Под водой — пусть ее было совсем немного — паркет из красного дерева в танцевальном зале казался далеким и недостижимым. Последний взгляд на Атлантиду, когда соленые воды уже плещутся среди статуй и мраморных колонн, а Тревор с Фертилити вальсируют мимо последней легенды об исчезнувшей цивилизации, мимо золоченой лепнины и резных столиков, как во французских дворцах. Уровень моря поднимался по диагонали к парадным портретам королев в коронах, а корабль кренился, и из ваз высыпались цветы: розы, орхидеи и стебли имбиря падали в воду, где покачивались бутылки с шампанским, и Тревор с Фертилити кружились в вальсе,
6
Трианон — дворец в Версале.
Металлический скелет корабля, его переборки под гобеленами и деревянной обшивкой дрожали и гулко стонали.
Я говорю: ты хотела утопиться?
— Не говори ерунды, — отвечает Фертилити. Ее голова лежит у меня на груди, она вдыхает мой ядовитый запах. — Тревор никогда не ошибался. Собственно, это его и сгубило.
В чем Тревор не ошибался?
Вообще ни в чем. Тревору Холлису снились сны. Например, ему снилось, что разбивается самолет. Если бы он сообщил об этом в авиакомпанию, ему бы никто не поверил. А потом, когда самолет и вправду разбился бы, Тревора непременно забрали бы в ФБР для допроса. Потому что так проще: думать, что он террорист, а не экстрасенс. Из-за этих снов он не мог спать. Он боялся читать газеты, боялся смотреть телевизор — боялся узнать, что двести человек погибли в авиакатастрофе, о которой он знал, но не мог предотвратить.
Он не мог никого спасти.
— Наша мама покончила самоубийством, потому что ей снились такие же сны, — говорит Фертилити. — Самоубийство — наша старая семейная традиция.
Мы с ней по-прежнему кружимся в вальсе, и я говорю себе: по крайней мере у нас есть хоть что-то общее.
— Он знал, что корабль затонет только наполовину. Там прорвался какой-то клапан или что-то такое, но вода не должна была подняться выше машинного отделения и общих залов на нижней палубе, — говорит Фертилити. — Ему это приснилось, и он точно знал, что мы можем остаться на корабле. Целый корабль, на много часов — в нашем полном распоряжении. Вся эта еда и вино — для нас. А потом нас спасут.

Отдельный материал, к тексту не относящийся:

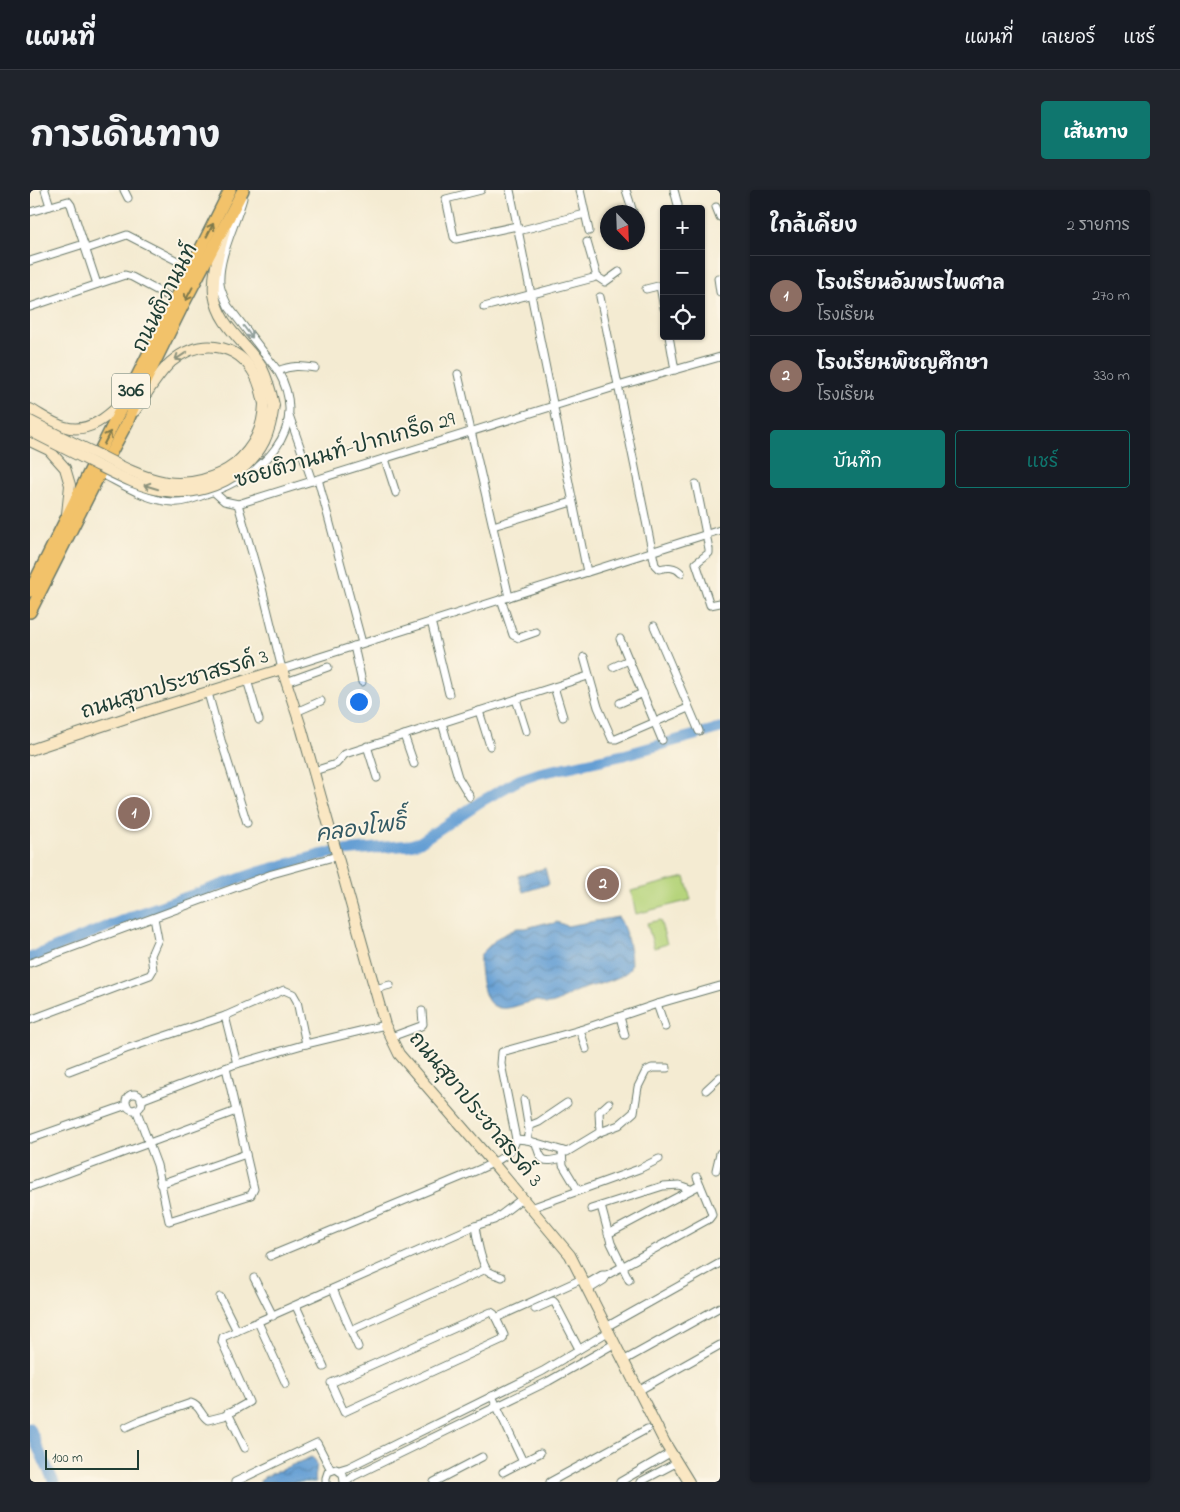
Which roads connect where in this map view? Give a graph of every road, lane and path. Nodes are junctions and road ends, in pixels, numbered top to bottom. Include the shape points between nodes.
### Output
1 (46, 190) edge
2 (124, 190) edge
3 (230, 190) edge
4 (244, 190) edge
5 (481, 190) edge
6 (510, 190) edge
7 (580, 190) edge
8 (626, 190) edge
9 (674, 190) edge
10 (128, 198) dead end
11 (631, 205) edge
12 (678, 205) dead end
13 (50, 206) junction
14 (716, 207) dead end
15 (30, 212) edge
16 (585, 214) junction
17 (720, 217) edge
18 (227, 219) junction
19 (518, 228) junction
20 (589, 231) dead end
21 (587, 242) dead end
22 (85, 246) junction
23 (30, 261) edge
24 (191, 268) junction
25 (619, 272) dead end
26 (596, 276) junction
27 (718, 278) dead end
28 (97, 284) junction
29 (660, 286) edge
30 (646, 289) dead end
31 (720, 292) edge
32 (530, 294) junction
33 (600, 297) dead end
34 (174, 300) junction
35 (30, 307) edge
36 (484, 307) dead end
37 (670, 340) edge
38 (720, 357) edge
39 (315, 368) dead end
40 (675, 370) junction
41 (278, 371) junction
42 (458, 374) dead end
43 (618, 386) junction
44 (128, 397) junction
45 (269, 405) junction
46 (553, 406) junction
47 (30, 410) edge
48 (288, 412) junction
49 (30, 421) edge
50 (126, 423) junction
51 (66, 427) junction
52 (30, 431) edge
53 (472, 432) junction
54 (30, 441) edge
55 (43, 448) junction
56 (385, 459) junction
57 (100, 473) junction
58 (315, 480) junction
59 (696, 484) dead end
60 (214, 492) junction
61 (396, 493) dead end
62 (572, 502) junction
63 (238, 504) junction
64 (66, 520) junction
65 (493, 526) junction
66 (720, 530) edge
67 (706, 535) junction
68 (652, 552) junction
69 (587, 572) junction
70 (681, 573) dead end
71 (30, 591) edge
72 (509, 597) junction
73 (501, 599) junction
74 (720, 603) edge
75 (30, 612) edge
76 (431, 622) junction
77 (654, 626) dead end
78 (536, 632) dead end
79 (620, 639) dead end
80 (358, 645) junction
81 (584, 657) dead end
82 (628, 660) junction
83 (328, 667) dead end
84 (613, 667) dead end
85 (282, 669) junction
86 (588, 676) junction
87 (247, 680) junction
88 (286, 682) junction
89 (362, 682) dead end
90 (554, 687) junction
91 (208, 693) junction
92 (643, 693) junction
93 (449, 694) dead end
94 (516, 699) junction
95 (321, 701) dead end
96 (620, 703) dead end
97 (688, 708) junction
98 (479, 711) junction
99 (296, 712) junction
100 (563, 716) dead end
101 (258, 720) dead end
102 (654, 722) junction
103 (442, 723) junction
104 (526, 731) dead end
105 (698, 731) dead end
106 (404, 735) junction
107 (662, 740) dead end
108 (367, 746) junction
109 (490, 746) dead end
110 (30, 750) edge
111 (414, 764) dead end
112 (314, 771) junction
113 (378, 778) dead end
114 (470, 797) dead end
115 (247, 823) dead end
116 (337, 853) junction
117 (154, 918) junction
118 (30, 963) edge
119 (390, 985) dead end
120 (720, 986) edge
121 (375, 989) junction
122 (657, 1004) junction
123 (422, 1011) dead end
124 (225, 1016) junction
125 (620, 1017) junction
126 (30, 1020) edge
127 (385, 1024) junction
128 (665, 1027) dead end
129 (580, 1030) junction
130 (625, 1034) dead end
131 (391, 1037) junction
132 (306, 1044) junction
133 (586, 1049) dead end
134 (237, 1064) junction
135 (226, 1068) junction
136 (667, 1068) dead end
137 (69, 1071) dead end
138 (720, 1077) edge
139 (706, 1090) dead end
140 (141, 1100) junction
141 (524, 1100) dead end
142 (568, 1103) dead end
143 (609, 1103) dead end
144 (127, 1104) junction
145 (136, 1109) junction
146 (236, 1111) junction
147 (529, 1126) junction
148 (600, 1132) junction
149 (30, 1139) edge
150 (516, 1139) junction
151 (527, 1140) junction
152 (536, 1143) junction
153 (149, 1144) junction
154 (246, 1154) junction
155 (562, 1155) junction
156 (719, 1156) edge
157 (659, 1159) dead end
158 (493, 1163) junction
159 (716, 1170) dead end
160 (160, 1184) junction
161 (30, 1187) edge
162 (690, 1189) junction
163 (578, 1190) junction
164 (523, 1198) junction
165 (601, 1206) junction
166 (531, 1208) junction
167 (591, 1209) dead end
168 (475, 1226) junction
169 (608, 1234) junction
170 (270, 1256) dead end
171 (720, 1263) edge
172 (621, 1267) junction
173 (486, 1269) junction
174 (502, 1277) dead end
175 (254, 1278) dead end
176 (628, 1280) dead end
177 (585, 1285) junction
178 (333, 1289) junction
179 (220, 1297) dead end
180 (296, 1306) junction
181 (720, 1307) edge
182 (535, 1309) dead end
183 (273, 1316) junction
184 (496, 1318) junction
185 (258, 1322) junction
186 (607, 1329) junction
187 (351, 1330) junction
188 (237, 1331) junction
189 (614, 1344) junction
190 (720, 1345) edge
191 (358, 1347) dead end
192 (578, 1349) junction
193 (623, 1361) junction
194 (324, 1367) dead end
195 (543, 1370) junction
196 (549, 1381) junction
197 (286, 1384) dead end
198 (638, 1391) junction
199 (492, 1396) junction
200 (498, 1407) junction
201 (228, 1413) junction
202 (126, 1427) dead end
203 (647, 1429) dead end
204 (245, 1448) dead end
205 (540, 1453) dead end
206 (670, 1453) junction
207 (482, 1456) dead end
208 (524, 1462) junction
209 (676, 1463) junction
210 (335, 1470) junction
211 (503, 1472) dead end
212 (249, 1479) edge
213 (444, 1479) edge
214 (235, 1482) edge
215 (326, 1482) edge
216 (345, 1482) edge
217 (434, 1482) edge
218 (550, 1482) edge
219 (620, 1482) edge
220 (640, 1482) edge
221 (689, 1482) edge

1 - 13 street
2 - 10 street
24 -> 3 main road, ถนนติวานนท์ / 306
4 - 18 main road, ถนนติวานนท์ / 306
4 -> 41 street, ซอยติวานนท์-ปากเกร็ด 29 via 225,252 220,284 228,306
5 - 19 street via 446,199 454,237
6 - 19 street
7 - 16 street
8 - 11 street
9 - 12 street
13 - 15 street
13 - 22 street via 68,201
14 - 17 street
16 - 19 street
16 - 20 street
18 - 45 main road via 215,276 216,302 230,331 262,368 270,386
18 -> 50 main road, ถนนติวานนท์ / 306
19 - 32 street
21 - 26 street
22 - 23 street
22 - 24 street via 127,235
22 - 28 street
24 - 34 main road, ถนนติวานนท์ / 306
25 - 26 street via 605,282
26 - 32 street
27 - 31 street
28 - 34 street via 129,275
28 - 35 street
29 - 30 street
32 - 36 street
32 - 46 street
33 - 43 street
34 - 44 main road, ถนนติวานนท์ / 306
37 - 40 street
38 - 40 street, ซอยติวานนท์-ปากเกร็ด 29
39 - 41 street via 297,365
40 - 43 street, ซอยติวานนท์-ปากเกร็ด 29
41 - 48 street, ซอยติวานนท์-ปากเกร็ด 29 via 286,388
42 - 53 street
43 - 46 street, ซอยติวานนท์-ปากเกร็ด 29
43 - 68 street
44 - 51 main road via 92,425
64 -> 44 main road, ถนนติวานนท์ / 306
45 - 49 main road, bridge via 254,444 244,456 219,474 185,483 166,482 130,471
45 -> 50 main road via 246,362 228,349 207,346 187,351 172,362
45 -> 52 main road, bridge via 270,432 250,463 224,482 187,492 164,491 126,479
46 - 53 street, ซอยติวานนท์-ปากเกร็ด 29
46 - 62 street
47 - 51 main road
48 - 58 street
48 - 60 street, ซอยติวานนท์-ปากเกร็ด 29 via 282,438 262,464 253,473
50 - 57 main road, ถนนติวานนท์ / 306
51 - 55 main road via 67,443 59,448
53 - 56 street, ซอยติวานนท์-ปากเกร็ด 29
53 - 65 street
54 - 55 main road
55 - 64 main road via 49,450 65,468 70,485
56 - 58 street, ซอยติวานนท์-ปากเกร็ด 29
56 - 61 street
57 - 60 street via 159,502 176,503
57 - 75 main road, ถนนติวานนท์ / 306
58 - 63 street, ซอยติวานนท์-ปากเกร็ด 29
58 - 80 street
59 - 67 street
60 - 63 street, ซอยติวานนท์-ปากเกร็ด 29 via 224,501
62 - 65 street
62 - 69 street
63 - 85 street
64 - 71 main road, ถนนติวานนท์ / 306
65 - 72 street
66 - 67 street
67 - 68 street
67 - 74 street via 709,553 696,563 710,605
68 - 69 street
68 - 70 street via 657,568 671,567
69 - 72 street
72 - 73 street
73 - 76 street
73 - 78 street via 512,635 519,638
76 - 80 street
76 - 93 street
77 - 97 street
79 - 82 street
80 - 85 street
80 - 89 street
81 - 86 street
82 - 84 street
82 - 92 street
83 - 88 street
85 - 87 main road, ถนนสุขาประชาสรรค์ 3
85 - 88 main road, ถนนสุขาประชาสรรค์ 3
86 - 90 street
86 - 102 street via 612,739
87 - 91 main road, ถนนสุขาประชาสรรค์ 3
87 - 101 street
88 - 99 main road, ถนนสุขาประชาสรรค์ 3
90 - 94 street
90 - 100 street
91 - 110 main road, ถนนสุขาประชาสรรค์ 3
91 - 115 street
92 - 96 street
92 - 102 street
94 - 98 street
94 - 104 street
95 - 99 street
97 - 102 street
97 - 105 street
98 - 103 street
98 - 109 street
99 - 112 main road, ถนนสุขาประชาสรรค์ 3
102 - 107 street
103 - 106 street
103 - 114 street via 456,772
106 - 108 street
106 - 111 street
108 - 112 street via 343,754 336,764
108 - 113 street
112 - 116 main road, ถนนสุขาประชาสรรค์ 3
116 - 117 street
116 - 121 main road, ถนนสุขาประชาสรรค์ 3
117 - 118 street
117 - 126 street via 158,939 151,955 153,970 150,975
119 - 121 street
120 - 122 street
121 - 127 main road, ถนนสุขาประชาสรรค์ 3
122 - 125 street
122 - 128 street
123 - 131 street via 421,1026
124 - 132 street via 284,990 293,994 297,1001
124 - 134 street
124 - 137 street
125 - 129 street
125 - 130 street
127 - 131 main road, ถนนสุขาประชาสรรค์ 3
127 - 132 street
129 - 133 street
129 - 150 street via 502,1052 501,1064
131 - 158 main road, ถนนสุขาประชาสรรค์ 3 via 399,1054
132 - 134 street
134 - 135 street
135 - 140 street
135 - 146 street
136 - 148 street via 646,1071 638,1087 634,1112 619,1125
138 - 139 street
140 - 144 street via 132,1095
140 - 145 street via 141,1106
141 - 147 street
142 - 147 street
143 - 148 street via 600,1112
144 - 145 street via 130,1109
144 - 149 street
145 - 153 street
146 - 153 street
146 - 154 street
147 - 151 street
148 - 155 street
150 - 151 street
150 - 158 street via 513,1148
151 - 152 street
152 - 155 street
152 - 155 street via 544,1160
153 - 160 street
153 - 161 street
154 - 160 street
154 - 160 street via 254,1190 250,1195 169,1221
155 - 163 street via 563,1165
156 - 159 street
157 - 163 street
158 - 164 main road, ถนนสุขาประชาสรรค์ 3
158 - 170 street
162 - 165 street via 679,1185 663,1186
162 - 169 street
162 - 172 street via 698,1181 711,1211 709,1219
163 - 166 street
164 - 166 main road, ถนนสุขาประชาสรรค์ 3
164 - 168 street via 494,1220
165 - 167 street
165 - 169 street
166 - 177 main road, ถนนสุขาประชาสรรค์ 3 via 570,1255
168 - 173 street
168 - 178 street
169 - 172 street
171 - 186 street
172 - 176 street
172 - 177 street
173 - 174 street
173 - 187 street
175 - 183 street
177 - 184 street
177 - 186 main road, ถนนสุขาประชาสรรค์ 3
178 - 180 street
178 - 187 street
179 - 188 street
180 - 183 street
180 - 194 street
181 - 193 street
182 - 192 street via 555,1302
183 - 185 street
184 - 184 street via 504,1335 501,1340 343,1411 331,1383 489,1312 493,1312
185 - 188 street
185 - 197 street
186 - 189 main road, ถนนสุขาประชาสรรค์ 3
186 - 192 street
187 - 191 street
188 - 201 street via 222,1337 222,1340 249,1402
189 - 193 main road, ถนนสุขาประชาสรรค์ 3
189 - 196 street
190 - 198 street
192 - 195 street
193 - 198 main road, ถนนสุขาประชาสรรค์ 3
195 - 196 street
195 - 199 street
196 - 200 street
198 - 206 main road, ถนนสุขาประชาสรรค์ 3
199 - 200 street
199 - 210 street via 350,1467
200 - 208 street
200 - 216 street
201 - 202 street via 208,1420 198,1406 191,1403
201 - 204 street
203 - 218 street
205 - 208 street
206 - 209 main road, ถนนสุขาประชาสรรค์ 3
206 - 219 street
207 - 213 street
208 - 211 street
209 - 220 street
209 - 221 main road, ถนนสุขาประชาสรรค์ 3
210 - 212 street via 317,1443
210 - 215 street via 327,1475
210 - 216 street via 345,1476
212 - 214 street
213 - 217 street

Мы по-прежнему кружимся в вальсе, и я спрашиваю у нее: так он поэтому и покончил с собой?
Мне в ответ — только музыка.
— Ты себе даже не представляешь, как это было красиво — затопленные танцевальные залы с роялями под водой, и вся эта резная фигурная мебель качается на воде, — говорит Фертилити, уткнувшись лицом мне в грудь. — У меня это самое лучшее воспоминание за всю жизнь.
Мы вальсируем мимо каменных изваяний святых чьей-то чужой религии. Для меня же они — никто. Просто камни, которым придали форму величественных фигур.
— Вода была чистая-чистая. Она стекала каскадом по главной лестнице, — говорит Фертилити. — А мы сняли туфли и продолжали танцевать.
Мы по-прежнему кружимся в вальсе, и я спрашиваю у нее: а ей самой снятся такие сны?
— Так, иногда, — отвечает она. — Не слишком часто. Но с каждым годом все чаще и чаще. Гораздо чаще, чем мне бы хотелось.
И я спрашиваю у нее: а ты тоже покончишь с собой по примеру брата?
— Нет, — отвечает Фертилити. Она поднимает голову и улыбается мне.
Мы танцуем — раз, два, три.
Она говорит:
— Стреляться я в жизни не стану. Скорее всего наглотаюсь таблеток.
У меня дома немалый запас антидепрессантов по бесплатным рецептам от федеральных властей: снотворного, успокоительного, регуляторов настроения, ингибиторов МАО — в конфетнице на холодильнике, у аквариума, где рыбка.
Мы танцуем — раз, два, три.
Она говорит:
— Шучу.
Мы танцуем.
Она снова склоняет голову мне на грудь и говорит:
— Все зависит от того, насколько страшными станут сны.